Each section corresponds to a different stream of triggers and requires a few common options
rate is the Poisson rate of triggers in that stream, measured in Hz
frequency distribution is the distribution of frequencies in that stream
snr distribution is the distribution of snrs in that stream
Both frequency distribution and snr distribution follow a simple convetion. These are based off the scipy.stats.rv_continuous distributions in that any distribution available there is also available here. Users can specify which distribution they’d like to use and then a space-delimited list of all the necessary parameters for that distribution (see [scipy.stats docs](https://docs.scipy.org/doc/scipy/reference/stats.html)). Note, order matters for the parameters and they’re all expected to be floats. An example of this is included below.
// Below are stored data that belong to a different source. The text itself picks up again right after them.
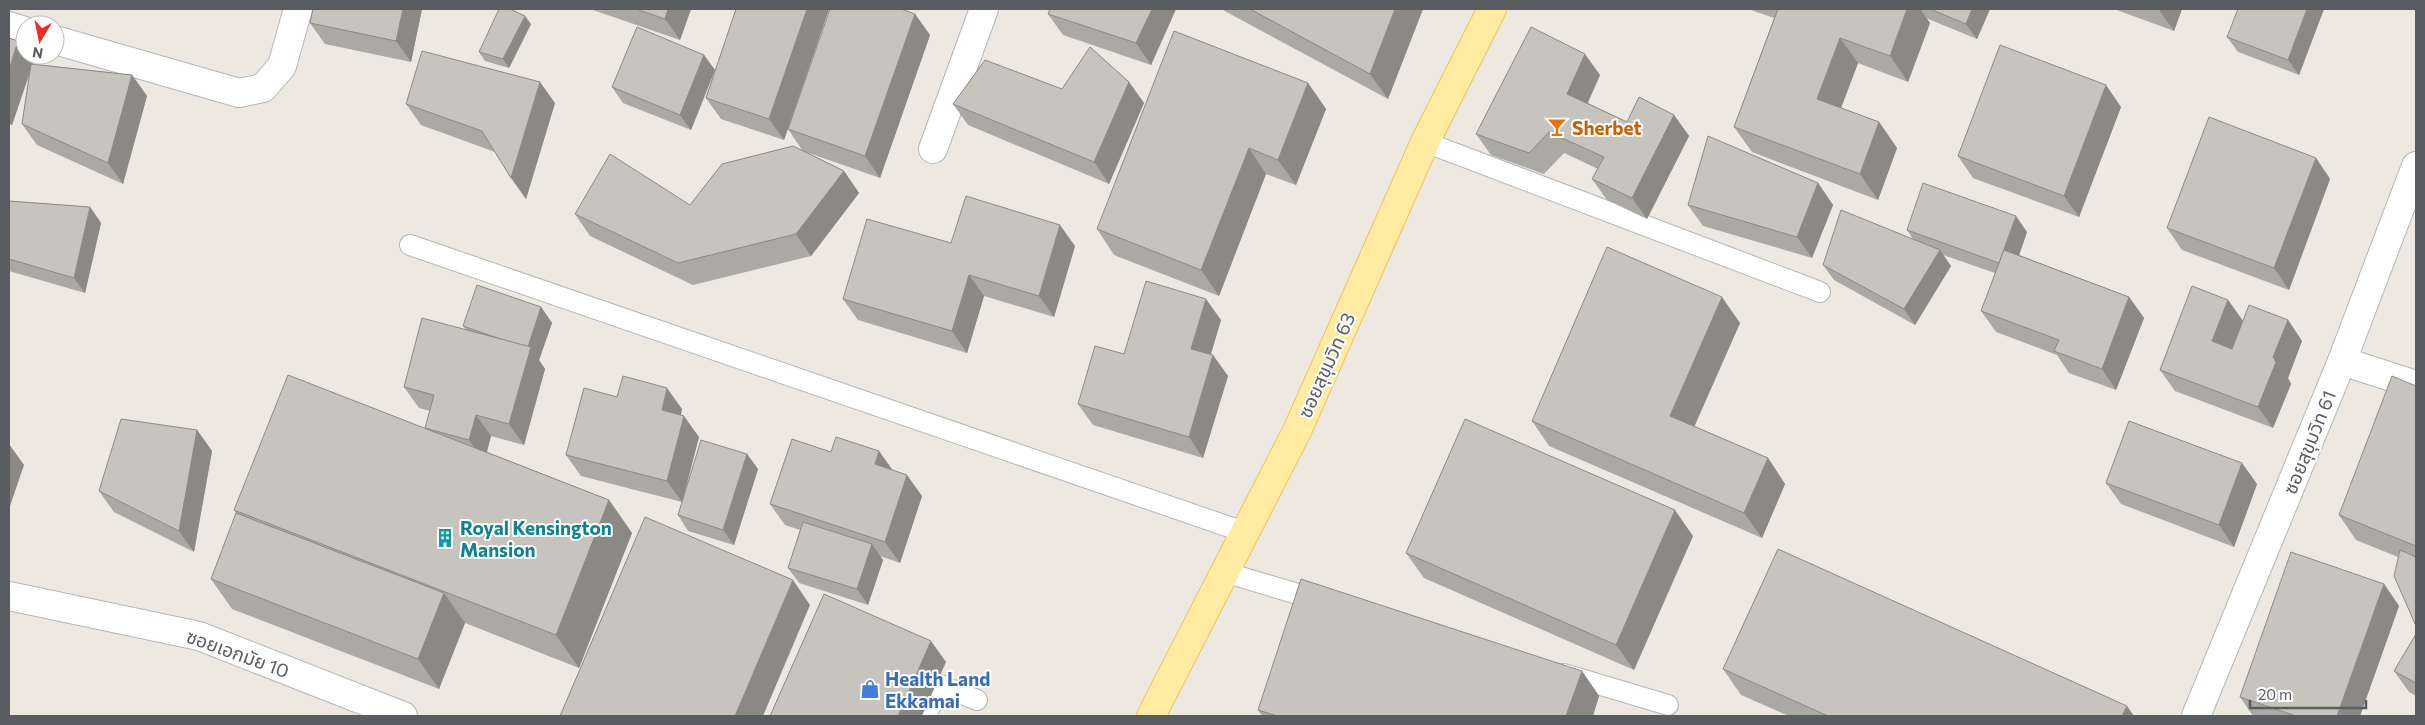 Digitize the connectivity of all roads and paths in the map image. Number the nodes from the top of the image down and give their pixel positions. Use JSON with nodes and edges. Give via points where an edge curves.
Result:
{"nodes":[{"id":1,"x":298,"y":9,"type":"edge"},
{"id":2,"x":984,"y":9,"type":"edge"},
{"id":3,"x":1492,"y":9,"type":"edge"},
{"id":4,"x":65,"y":43,"type":"edge"},
{"id":5,"x":1425,"y":142,"type":"junction"},
{"id":6,"x":932,"y":150,"type":"dead end"},
{"id":7,"x":2416,"y":166,"type":"edge"},
{"id":8,"x":410,"y":245,"type":"dead end"},
{"id":9,"x":1820,"y":292,"type":"dead end"},
{"id":10,"x":2342,"y":361,"type":"junction"},
{"id":11,"x":2416,"y":385,"type":"edge"},
{"id":12,"x":1244,"y":532,"type":"junction"},
{"id":13,"x":1224,"y":572,"type":"junction"},
{"id":14,"x":9,"y":596,"type":"edge"},
{"id":15,"x":1338,"y":606,"type":"edge"},
{"id":16,"x":1545,"y":668,"type":"edge"},
{"id":17,"x":977,"y":700,"type":"dead end"},
{"id":18,"x":1668,"y":705,"type":"dead end"},
{"id":19,"x":403,"y":716,"type":"edge"},
{"id":20,"x":926,"y":716,"type":"edge"},
{"id":21,"x":1151,"y":716,"type":"edge"},
{"id":22,"x":2196,"y":716,"type":"edge"}],
"edges":[{"from":1,"to":4,"type":"street","via":[[282,66],[263,88],[239,93]]},
{"from":2,"to":6,"type":"street"},
{"from":3,"to":5,"type":"main road","name":"ซอยสุขุมวิท 63"},
{"from":5,"to":9,"type":"lane"},
{"from":5,"to":12,"type":"main road","name":"ซอยสุขุมวิท 63","via":[[1297,431]]},
{"from":7,"to":10,"type":"street","name":"ซอยสุขุมวิท 61"},
{"from":8,"to":12,"type":"lane"},
{"from":10,"to":11,"type":"street"},
{"from":10,"to":22,"type":"street","name":"ซอยสุขุมวิท 61"},
{"from":12,"to":13,"type":"main road","name":"ซอยสุขุมวิท 63"},
{"from":13,"to":15,"type":"lane"},
{"from":13,"to":21,"type":"main road","name":"ซอยสุขุมวิท 63"},
{"from":14,"to":19,"type":"street","name":"ซอยเอกมัย 10","via":[[199,636]]},
{"from":16,"to":18,"type":"lane"},
{"from":17,"to":20,"type":"lane","via":[[940,685]]}]} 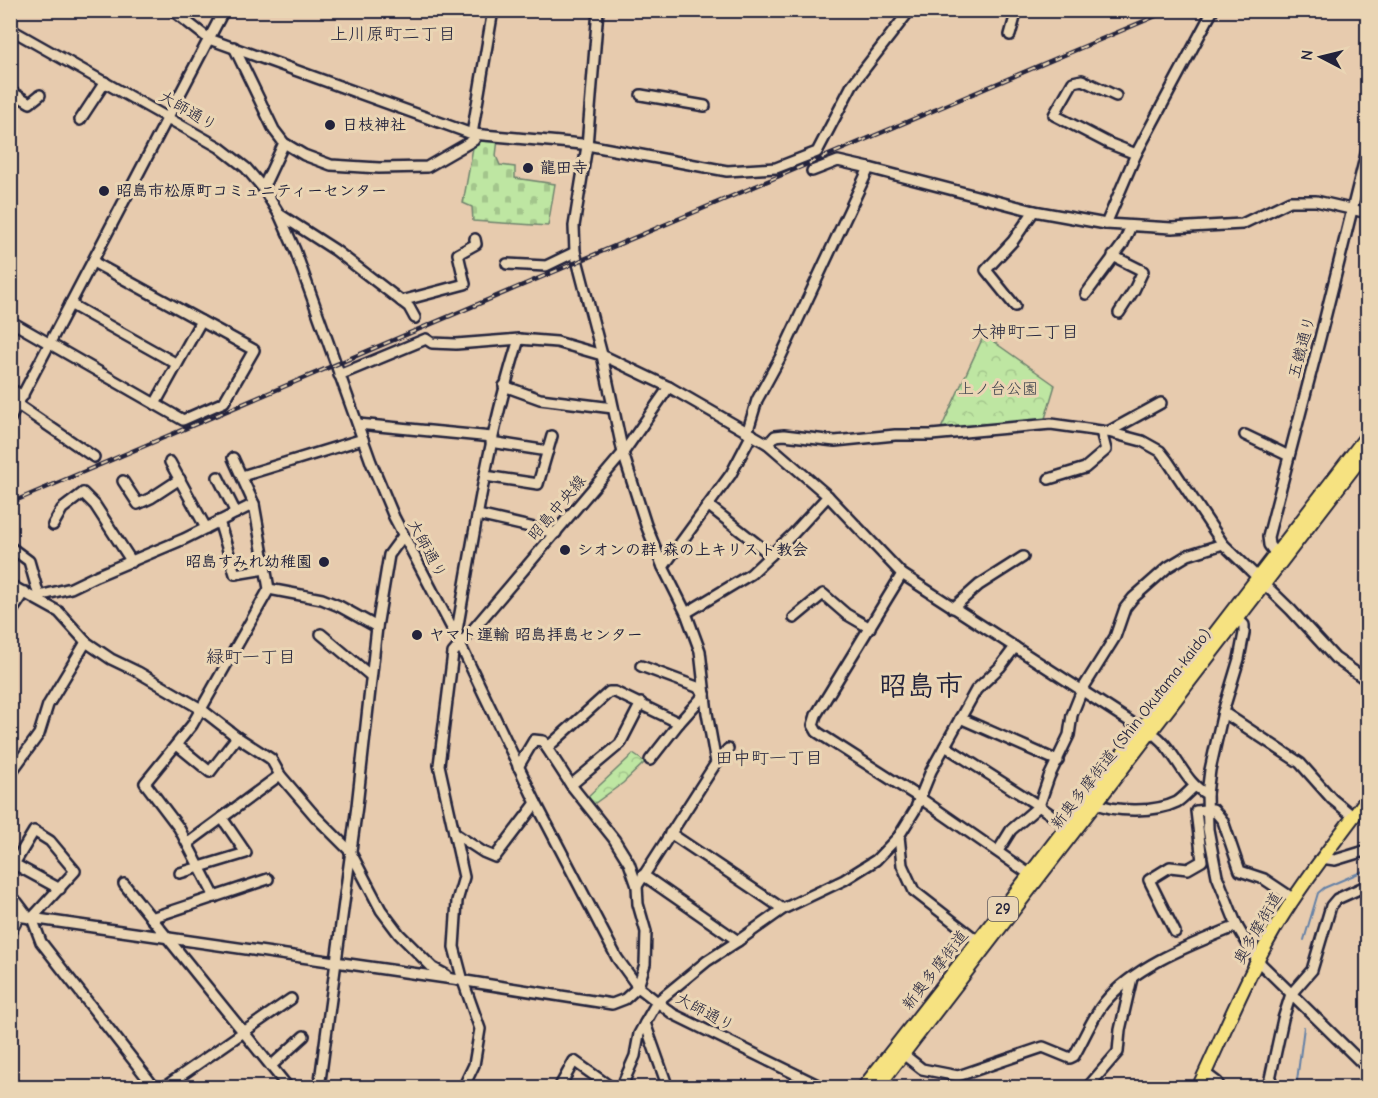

The rest of the options in each section are interpreted as channel names. These are expected to follow another simple syntax similar to what is used for things like target_bounds in the main iDQ INI file. Specifically, each channel can specify “jitters” for each feature in that stream corresponding to the imperfect ability of that channel to witness that stream. These are specified via feature_name and then the standard deviation of a Gaussian jitter around the true feature’s value. To wit, if a channel specifies time 0.01 then the time features of the triggers from this stream associated with that channel will be given by the time of the actual triggers simulated for that stream plus random offsets drawn from a zero-mean Gaussian with standard deviation of 0.01 sec. Channels can specify jitters for multiple features by listing them on consecutive lines. If channels are included without specifying any jitters, they will witness that stream perfectly. Again, an example config file is provided below.:
[correlated stream]
rate = 0.1
frequency distribution = norm 300 50
snr distribution = pareto 3
### because both channels witness this stream, we add jitters to both
channel a =
time 0.001
frequency 5
snr 0.1
channel b =
time 0.010
frequency 1
snr 0.1
[noise for channel a]
rate = 1
frequency distribution = norm 500 100
snr distribution = pareto 4
### because only channel a witnesses this stream, we let it witness it perfectly
channel a =
[noise for channel b]
rate = 1
frequency distribution = norm 500 100
snr distribution = pareto 4
### because only channel b witnesses this stream, we let it witness it perfectly
channel b =
Usage¶
idq.io.MockClassifierData
can be used in both the batch and streaming pipelines just like any other idq.io.ClassifierData
.
It requires a single kwarg: config, which is the path to the config file described above.
All data will be generated on-the-fly and cached in an intuitive way so that repeated calls to MockClassifierData.triggers returns reproducible results.
One might use idq.io.MockClassifierData
objects in several scenarios, such as
unit tests (need a source of triggers)
benchmarking * need a known “optimal solution” for classifier performance * latency measurements for passing data through the iDQ infrastructure
Dynamic Mock Classifier Data¶
idq.io.DynamicMockClassifierData
extends idq.io.UmbrellaClassifierData
to allow for time-varying correaltions.
Specifically, users must specify a single option in the INI file following our target_bounds syntax describing which idq.io.MockClassifierData
INI file to use and an associate time range.
For example:
[train data discovery]
flavor = DynamicMockClassifierData
time = time
configs = config1.ini -inf 10
config2.ini 10 100
config3.ini 100 +inf
Upon instantiation, a idq.io.MockClassifierData
object will be created for each relevant time segment, having been passed the appropriate config file.
We also explicitly check whether the specified segments overlap, raising a ValueError if that is found.
Users can specify as many or as few configs as they’d like.
idq.io.DynamicMockClassifierData
effectively reduces to idq.io.MockClassifierData
if users specify a single config with infinite range (-inf +inf).